Stored entries:
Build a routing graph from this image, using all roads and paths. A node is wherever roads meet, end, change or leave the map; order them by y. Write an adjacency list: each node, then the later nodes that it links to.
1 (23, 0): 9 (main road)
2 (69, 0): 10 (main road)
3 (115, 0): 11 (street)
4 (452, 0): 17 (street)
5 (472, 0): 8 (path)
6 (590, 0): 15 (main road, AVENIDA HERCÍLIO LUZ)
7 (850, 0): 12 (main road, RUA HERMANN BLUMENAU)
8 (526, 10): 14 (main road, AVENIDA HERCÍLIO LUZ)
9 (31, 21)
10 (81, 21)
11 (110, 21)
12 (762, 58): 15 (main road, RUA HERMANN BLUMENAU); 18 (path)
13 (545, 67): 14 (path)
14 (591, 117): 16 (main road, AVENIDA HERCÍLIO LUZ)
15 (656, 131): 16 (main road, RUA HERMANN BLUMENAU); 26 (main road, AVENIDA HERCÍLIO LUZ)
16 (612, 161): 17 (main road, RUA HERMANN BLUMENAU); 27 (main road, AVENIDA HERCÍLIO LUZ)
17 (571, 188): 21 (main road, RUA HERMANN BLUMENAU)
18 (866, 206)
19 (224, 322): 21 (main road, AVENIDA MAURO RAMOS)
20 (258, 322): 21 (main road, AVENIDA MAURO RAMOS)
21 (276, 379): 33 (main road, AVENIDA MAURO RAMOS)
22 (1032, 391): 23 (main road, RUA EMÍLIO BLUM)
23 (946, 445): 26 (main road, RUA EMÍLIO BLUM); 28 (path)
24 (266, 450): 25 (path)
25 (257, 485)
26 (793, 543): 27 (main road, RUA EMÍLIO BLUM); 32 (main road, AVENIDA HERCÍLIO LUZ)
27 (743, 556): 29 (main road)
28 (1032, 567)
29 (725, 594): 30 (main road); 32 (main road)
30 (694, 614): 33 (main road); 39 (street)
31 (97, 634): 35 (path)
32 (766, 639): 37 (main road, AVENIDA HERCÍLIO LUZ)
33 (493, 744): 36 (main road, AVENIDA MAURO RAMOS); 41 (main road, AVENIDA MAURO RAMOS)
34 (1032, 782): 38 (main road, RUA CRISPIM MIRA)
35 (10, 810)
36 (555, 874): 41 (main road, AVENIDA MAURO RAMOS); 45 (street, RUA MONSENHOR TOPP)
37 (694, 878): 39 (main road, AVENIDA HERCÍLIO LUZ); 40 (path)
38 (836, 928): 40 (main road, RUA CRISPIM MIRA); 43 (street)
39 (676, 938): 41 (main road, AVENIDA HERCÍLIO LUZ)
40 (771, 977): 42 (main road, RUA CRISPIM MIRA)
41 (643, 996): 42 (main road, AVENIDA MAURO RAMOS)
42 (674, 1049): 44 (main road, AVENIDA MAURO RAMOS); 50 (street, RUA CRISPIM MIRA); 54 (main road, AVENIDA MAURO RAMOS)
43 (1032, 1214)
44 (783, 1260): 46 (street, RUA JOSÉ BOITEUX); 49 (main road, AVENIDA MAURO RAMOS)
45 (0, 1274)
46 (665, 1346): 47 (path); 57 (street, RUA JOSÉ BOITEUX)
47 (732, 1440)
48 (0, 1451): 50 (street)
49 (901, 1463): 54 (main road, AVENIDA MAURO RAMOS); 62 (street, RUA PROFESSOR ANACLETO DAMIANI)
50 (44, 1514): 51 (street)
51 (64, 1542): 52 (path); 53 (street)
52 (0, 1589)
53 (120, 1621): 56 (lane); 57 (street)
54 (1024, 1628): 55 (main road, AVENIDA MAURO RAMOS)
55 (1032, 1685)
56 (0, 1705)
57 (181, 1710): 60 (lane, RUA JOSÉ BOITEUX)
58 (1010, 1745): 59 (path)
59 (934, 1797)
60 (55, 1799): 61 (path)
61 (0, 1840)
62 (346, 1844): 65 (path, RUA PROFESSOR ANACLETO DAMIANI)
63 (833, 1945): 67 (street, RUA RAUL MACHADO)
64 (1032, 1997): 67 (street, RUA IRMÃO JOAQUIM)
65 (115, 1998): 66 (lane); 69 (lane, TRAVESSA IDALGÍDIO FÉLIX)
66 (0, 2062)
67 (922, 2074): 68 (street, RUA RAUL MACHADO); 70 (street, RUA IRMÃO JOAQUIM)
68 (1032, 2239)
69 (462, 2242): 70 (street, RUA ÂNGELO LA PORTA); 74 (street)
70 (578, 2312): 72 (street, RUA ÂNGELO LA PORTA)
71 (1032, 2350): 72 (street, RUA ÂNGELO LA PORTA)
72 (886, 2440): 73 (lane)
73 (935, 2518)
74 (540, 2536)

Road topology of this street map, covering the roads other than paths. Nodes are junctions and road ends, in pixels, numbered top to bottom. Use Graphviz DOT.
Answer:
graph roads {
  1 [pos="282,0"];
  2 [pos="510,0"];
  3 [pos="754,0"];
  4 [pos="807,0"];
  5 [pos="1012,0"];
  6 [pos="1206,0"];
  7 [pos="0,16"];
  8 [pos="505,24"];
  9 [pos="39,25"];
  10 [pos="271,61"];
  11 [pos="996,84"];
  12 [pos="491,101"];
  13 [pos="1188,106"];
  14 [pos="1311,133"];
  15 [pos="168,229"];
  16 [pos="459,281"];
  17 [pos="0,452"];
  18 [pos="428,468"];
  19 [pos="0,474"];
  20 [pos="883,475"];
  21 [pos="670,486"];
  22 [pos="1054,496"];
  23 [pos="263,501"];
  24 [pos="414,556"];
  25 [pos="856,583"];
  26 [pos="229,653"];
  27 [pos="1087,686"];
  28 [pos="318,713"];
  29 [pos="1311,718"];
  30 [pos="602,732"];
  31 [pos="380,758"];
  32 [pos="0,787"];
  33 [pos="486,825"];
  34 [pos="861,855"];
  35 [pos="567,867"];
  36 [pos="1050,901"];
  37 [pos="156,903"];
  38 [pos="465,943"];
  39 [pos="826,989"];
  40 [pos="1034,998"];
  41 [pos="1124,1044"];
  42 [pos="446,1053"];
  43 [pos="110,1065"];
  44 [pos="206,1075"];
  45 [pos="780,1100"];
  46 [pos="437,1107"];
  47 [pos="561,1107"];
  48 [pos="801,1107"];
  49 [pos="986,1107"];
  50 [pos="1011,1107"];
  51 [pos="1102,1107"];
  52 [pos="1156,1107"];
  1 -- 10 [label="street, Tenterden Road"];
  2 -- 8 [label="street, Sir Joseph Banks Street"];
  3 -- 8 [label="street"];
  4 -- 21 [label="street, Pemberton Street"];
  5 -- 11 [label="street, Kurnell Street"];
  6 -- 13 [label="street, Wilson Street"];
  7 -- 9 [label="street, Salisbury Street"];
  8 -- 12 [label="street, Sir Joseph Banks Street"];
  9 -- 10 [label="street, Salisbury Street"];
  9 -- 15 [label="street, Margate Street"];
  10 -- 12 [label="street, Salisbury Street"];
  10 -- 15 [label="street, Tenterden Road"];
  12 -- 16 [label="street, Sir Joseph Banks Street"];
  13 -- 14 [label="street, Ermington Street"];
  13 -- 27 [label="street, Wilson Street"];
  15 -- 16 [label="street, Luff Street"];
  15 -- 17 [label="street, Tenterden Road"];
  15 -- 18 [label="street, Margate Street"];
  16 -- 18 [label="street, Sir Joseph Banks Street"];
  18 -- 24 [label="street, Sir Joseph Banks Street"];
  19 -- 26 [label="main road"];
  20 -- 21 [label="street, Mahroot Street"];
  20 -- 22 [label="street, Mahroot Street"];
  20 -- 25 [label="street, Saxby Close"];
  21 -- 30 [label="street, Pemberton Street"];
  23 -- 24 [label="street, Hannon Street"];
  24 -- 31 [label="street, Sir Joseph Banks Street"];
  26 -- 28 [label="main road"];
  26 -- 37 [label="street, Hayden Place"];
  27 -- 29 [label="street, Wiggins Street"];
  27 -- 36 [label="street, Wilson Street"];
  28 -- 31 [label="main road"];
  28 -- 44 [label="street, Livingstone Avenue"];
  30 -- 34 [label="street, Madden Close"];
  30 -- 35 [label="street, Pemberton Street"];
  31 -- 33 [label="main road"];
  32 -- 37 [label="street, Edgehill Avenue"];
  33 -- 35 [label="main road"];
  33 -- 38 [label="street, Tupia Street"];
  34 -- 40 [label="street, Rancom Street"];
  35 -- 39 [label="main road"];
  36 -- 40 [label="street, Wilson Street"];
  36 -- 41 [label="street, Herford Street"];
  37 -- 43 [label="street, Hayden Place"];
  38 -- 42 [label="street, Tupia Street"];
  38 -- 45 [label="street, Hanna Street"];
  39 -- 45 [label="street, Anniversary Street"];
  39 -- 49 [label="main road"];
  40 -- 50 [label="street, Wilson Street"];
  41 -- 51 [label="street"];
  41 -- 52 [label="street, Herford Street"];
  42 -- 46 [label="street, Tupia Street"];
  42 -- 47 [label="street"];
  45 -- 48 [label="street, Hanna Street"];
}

Task to carry out: If a line above includes the string "IRMÃO", pick it out.

Task result:
64 (1032, 1997): 67 (street, RUA IRMÃO JOAQUIM)
67 (922, 2074): 68 (street, RUA RAUL MACHADO); 70 (street, RUA IRMÃO JOAQUIM)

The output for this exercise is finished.